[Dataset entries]
________________________________________

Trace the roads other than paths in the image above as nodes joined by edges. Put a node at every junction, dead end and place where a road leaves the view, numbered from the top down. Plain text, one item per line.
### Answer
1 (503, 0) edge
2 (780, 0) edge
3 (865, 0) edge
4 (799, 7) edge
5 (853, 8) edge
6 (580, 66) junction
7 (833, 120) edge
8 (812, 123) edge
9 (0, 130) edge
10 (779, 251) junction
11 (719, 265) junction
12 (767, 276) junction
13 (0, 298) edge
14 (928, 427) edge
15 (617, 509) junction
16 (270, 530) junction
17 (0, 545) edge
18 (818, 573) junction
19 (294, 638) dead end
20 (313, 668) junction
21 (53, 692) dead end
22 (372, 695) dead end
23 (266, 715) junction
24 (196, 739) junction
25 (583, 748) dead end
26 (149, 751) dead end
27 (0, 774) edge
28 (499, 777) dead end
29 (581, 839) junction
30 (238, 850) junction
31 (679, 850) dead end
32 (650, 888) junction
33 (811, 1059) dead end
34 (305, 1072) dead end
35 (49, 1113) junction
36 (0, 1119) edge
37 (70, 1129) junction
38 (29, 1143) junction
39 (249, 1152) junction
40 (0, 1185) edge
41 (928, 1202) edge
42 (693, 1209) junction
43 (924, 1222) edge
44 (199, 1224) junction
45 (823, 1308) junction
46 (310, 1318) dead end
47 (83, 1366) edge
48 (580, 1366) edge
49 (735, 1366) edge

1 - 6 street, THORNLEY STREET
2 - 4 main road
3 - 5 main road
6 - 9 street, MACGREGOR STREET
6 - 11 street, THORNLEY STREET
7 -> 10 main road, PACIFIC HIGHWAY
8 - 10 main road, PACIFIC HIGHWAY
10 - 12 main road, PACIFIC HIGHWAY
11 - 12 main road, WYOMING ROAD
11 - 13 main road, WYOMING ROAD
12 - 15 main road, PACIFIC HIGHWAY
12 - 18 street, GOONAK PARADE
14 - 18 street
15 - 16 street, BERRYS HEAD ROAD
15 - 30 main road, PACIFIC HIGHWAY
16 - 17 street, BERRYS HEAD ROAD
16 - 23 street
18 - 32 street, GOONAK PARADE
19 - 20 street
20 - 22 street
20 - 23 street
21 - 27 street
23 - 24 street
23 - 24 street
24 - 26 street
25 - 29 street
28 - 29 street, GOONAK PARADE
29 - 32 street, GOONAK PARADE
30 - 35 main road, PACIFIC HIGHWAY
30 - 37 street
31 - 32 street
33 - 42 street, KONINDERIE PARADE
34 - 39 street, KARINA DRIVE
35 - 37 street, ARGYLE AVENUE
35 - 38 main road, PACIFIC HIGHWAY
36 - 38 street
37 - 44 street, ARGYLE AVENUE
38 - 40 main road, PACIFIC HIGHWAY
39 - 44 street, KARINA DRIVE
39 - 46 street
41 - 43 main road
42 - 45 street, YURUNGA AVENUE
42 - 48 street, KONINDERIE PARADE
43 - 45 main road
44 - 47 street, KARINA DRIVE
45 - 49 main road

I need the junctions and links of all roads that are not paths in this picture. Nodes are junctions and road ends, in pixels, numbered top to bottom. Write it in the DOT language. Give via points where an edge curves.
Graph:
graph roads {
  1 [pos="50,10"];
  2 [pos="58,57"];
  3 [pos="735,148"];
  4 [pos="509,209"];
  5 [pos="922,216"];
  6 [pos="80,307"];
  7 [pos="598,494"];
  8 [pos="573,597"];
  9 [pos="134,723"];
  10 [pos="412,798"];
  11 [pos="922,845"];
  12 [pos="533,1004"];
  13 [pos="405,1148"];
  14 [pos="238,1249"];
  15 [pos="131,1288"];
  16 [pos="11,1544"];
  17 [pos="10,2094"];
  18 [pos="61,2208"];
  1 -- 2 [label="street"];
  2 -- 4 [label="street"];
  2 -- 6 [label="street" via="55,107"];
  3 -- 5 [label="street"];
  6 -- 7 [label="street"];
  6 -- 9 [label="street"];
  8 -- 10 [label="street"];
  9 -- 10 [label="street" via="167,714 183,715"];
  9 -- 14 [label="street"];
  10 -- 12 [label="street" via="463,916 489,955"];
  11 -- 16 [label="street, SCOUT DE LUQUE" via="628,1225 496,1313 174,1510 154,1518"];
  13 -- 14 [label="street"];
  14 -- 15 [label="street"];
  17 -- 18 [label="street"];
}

________________________________________

### Problem statement
Above are the entries; copy out every line among them that contains the word "ARGYLE".

### Your response
35 - 37 street, ARGYLE AVENUE
37 - 44 street, ARGYLE AVENUE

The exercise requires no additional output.